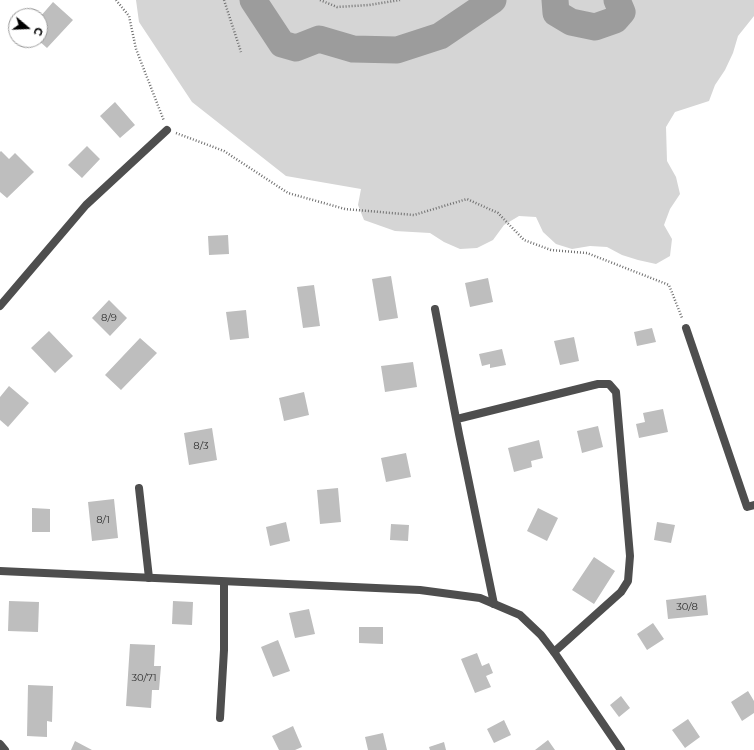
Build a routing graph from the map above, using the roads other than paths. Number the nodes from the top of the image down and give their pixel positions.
1 (167, 130) road end
2 (0, 306) edge
3 (435, 309) dead end
4 (686, 328) road end
5 (457, 419) junction
6 (139, 488) dead end
7 (754, 505) edge
8 (0, 571) edge
9 (149, 578) junction
10 (224, 582) junction
11 (494, 604) junction
12 (554, 652) junction
13 (220, 718) dead end
14 (0, 744) edge
15 (5, 750) edge
16 (621, 750) edge

1 - 2 street
3 - 5 street
4 - 7 street
5 - 11 street
5 - 12 street
6 - 9 street
8 - 9 street
9 - 10 street
10 - 11 street
10 - 13 street
11 - 12 street
12 - 16 street
14 - 15 street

What this task involves | Give the entries above again, exactly as written and free of images.

Exercise answer |
Build a routing graph from the map above, using the roads other than paths. Number the nodes from the top of the image down and give their pixel positions.
1 (167, 130) road end
2 (0, 306) edge
3 (435, 309) dead end
4 (686, 328) road end
5 (457, 419) junction
6 (139, 488) dead end
7 (754, 505) edge
8 (0, 571) edge
9 (149, 578) junction
10 (224, 582) junction
11 (494, 604) junction
12 (554, 652) junction
13 (220, 718) dead end
14 (0, 744) edge
15 (5, 750) edge
16 (621, 750) edge

1 - 2 street
3 - 5 street
4 - 7 street
5 - 11 street
5 - 12 street
6 - 9 street
8 - 9 street
9 - 10 street
10 - 11 street
10 - 13 street
11 - 12 street
12 - 16 street
14 - 15 street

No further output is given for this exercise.